Matt’s founding spec (2026-06-04): “GIANT YAML FILE! cli to manage it… each system gets its own top level.” One config.yaml replaces the predecessor’s scatter of env files and per-tool configs, with per-project overlays cascading over global defaults (D51/D62). The unusual choice is who guards writes: an OS-level file permission on the whole file, never a runtime permission call — “config never calls permission, which dissolves the config-permission bootstrap deadlock” (D62). CLI and library are dumb writers that never emit; a single inotify watcher is the sole event emitter (D31), diffing against last-known-good and publishing section-update events that trigger hot reloads.

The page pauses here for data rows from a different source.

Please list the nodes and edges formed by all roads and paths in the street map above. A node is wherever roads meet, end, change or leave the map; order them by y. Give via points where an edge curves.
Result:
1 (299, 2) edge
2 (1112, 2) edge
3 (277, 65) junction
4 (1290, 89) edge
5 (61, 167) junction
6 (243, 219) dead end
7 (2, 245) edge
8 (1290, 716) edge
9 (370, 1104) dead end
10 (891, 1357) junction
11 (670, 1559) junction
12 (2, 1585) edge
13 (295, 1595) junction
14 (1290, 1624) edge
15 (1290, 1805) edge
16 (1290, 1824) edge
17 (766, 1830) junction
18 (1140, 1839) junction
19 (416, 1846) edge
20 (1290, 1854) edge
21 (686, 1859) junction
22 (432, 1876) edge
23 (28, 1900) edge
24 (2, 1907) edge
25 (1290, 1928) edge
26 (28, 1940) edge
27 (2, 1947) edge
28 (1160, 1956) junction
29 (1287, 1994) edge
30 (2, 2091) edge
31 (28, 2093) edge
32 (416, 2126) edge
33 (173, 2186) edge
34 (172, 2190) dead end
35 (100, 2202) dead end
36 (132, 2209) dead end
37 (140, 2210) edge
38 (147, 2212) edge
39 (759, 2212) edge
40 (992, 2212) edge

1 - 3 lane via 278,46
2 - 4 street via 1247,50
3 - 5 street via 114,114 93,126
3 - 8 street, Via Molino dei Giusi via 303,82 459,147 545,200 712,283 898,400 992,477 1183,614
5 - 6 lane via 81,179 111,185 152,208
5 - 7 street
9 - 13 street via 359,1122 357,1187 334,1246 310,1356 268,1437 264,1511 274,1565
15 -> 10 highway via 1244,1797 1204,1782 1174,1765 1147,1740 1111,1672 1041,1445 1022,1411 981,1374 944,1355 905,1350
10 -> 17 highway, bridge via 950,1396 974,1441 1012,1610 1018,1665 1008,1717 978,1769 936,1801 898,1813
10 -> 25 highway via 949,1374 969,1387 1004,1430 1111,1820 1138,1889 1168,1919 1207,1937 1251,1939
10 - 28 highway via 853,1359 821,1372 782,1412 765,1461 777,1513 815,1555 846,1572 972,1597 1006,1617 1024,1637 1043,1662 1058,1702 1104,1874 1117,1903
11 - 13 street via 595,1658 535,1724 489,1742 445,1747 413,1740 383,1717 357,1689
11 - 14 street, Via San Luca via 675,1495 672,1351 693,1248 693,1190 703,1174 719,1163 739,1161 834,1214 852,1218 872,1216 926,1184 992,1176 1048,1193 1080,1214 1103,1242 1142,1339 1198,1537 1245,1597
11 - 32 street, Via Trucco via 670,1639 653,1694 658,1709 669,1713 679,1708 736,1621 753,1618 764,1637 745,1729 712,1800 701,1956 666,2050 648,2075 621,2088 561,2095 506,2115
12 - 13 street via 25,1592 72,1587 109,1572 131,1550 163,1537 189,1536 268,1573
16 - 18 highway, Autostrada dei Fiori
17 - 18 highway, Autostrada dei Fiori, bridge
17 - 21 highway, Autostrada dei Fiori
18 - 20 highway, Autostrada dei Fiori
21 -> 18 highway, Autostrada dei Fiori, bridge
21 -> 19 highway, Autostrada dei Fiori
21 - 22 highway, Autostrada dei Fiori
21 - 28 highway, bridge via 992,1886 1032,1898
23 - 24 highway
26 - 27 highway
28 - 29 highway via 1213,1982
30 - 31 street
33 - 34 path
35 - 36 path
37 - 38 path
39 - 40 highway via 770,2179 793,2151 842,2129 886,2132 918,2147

There is no outbox and no audit table: “the file is the durable record” — hand-editing is allowed-but-discouraged, and the watcher keeps last-known-good and screams. Watcher service, schema validation, and rollback run today; the OS/container write gate still awaits proof from a real running container [engineered, not deployed].

auth — one identity object, no vault

Auth is who you are; permission is what you may do — a boundary defended by mirror invariants (“auth MUST NOT make authz decisions; permission MUST NOT own credential material”). Auth is the sole owner of the canonical Principal contract (D4): every other system stores only a principal_id reference, closing the seam where agent, chat, and approval each half-owned an identity. Its contrarian call is the secrets substrate: not HashiCorp Vault (“too heavy for a single owned box”), not AWS Secrets Manager (off-owned-infra) — a sops/age-style encrypted-local file store instead. An AES-GCM store with no-plaintext-at-rest evidence exists today [engineered, not deployed]; the credential-lifecycle contract for external integrations (D49) is [supernova design].

core — the substrate with self-respect

Core is a different kind of system: horizontal, owning framework concerns and never a vertical domain’s rules. It exists because scattered utilities kept accumulating occupants — in Nova’s words, “‘util’ is junk-drawer name; ‘core’ is the same stuff with self-respect” — and it is pointedly not named sun, because “a system named after the CLI that hosts every system’s CLI is circular.” It owns CLI dispatch, system scaffolding with 5-part-shape validation, the stateless client library every surface shares, and the config schema registry (D63). A validator binds contract to implementation: core must implement exactly each system’s declared interface — no orphan commands, no undocumented commands. The frontend is ruled a renderer, not a system (2026-06-20): “CLI = text layer; UI = rendering layer; both stateless, neither owns state,” each view owned by its host system. Framework, dispatch, and scaffolding validation are [built in-repo]; the web renderer is [supernova design] — no shipped UI.

What this costs

Ten systems means ten boundary disputes — monitor-vs-ops (“monitor aggregates, ops probes”), chat-vs-link, auth-vs-permission — each split buying clean invariants at the price of seams that reactors must bridge and reviewers must know. Some of the sharpest choices are admissions of past failure: smoke testing wasn’t refined, it was deleted (D68) after causing real bugs; the audit swarm was replaced, not optimized; Grafana Alloy and bang-markers were superseded; a refactor system was removed outright. And the gap is uniform: the readiness dashboard itself says “the remaining gap is not missing proof machinery; it is production/live-substrate readiness,” and flags that status words “can still conflate” specced, implemented, in-repo-proven, and live — the exact masquerade this page’s tags exist to prevent. Nothing here runs as a standing service: the evidence is real; the deployment is not yet.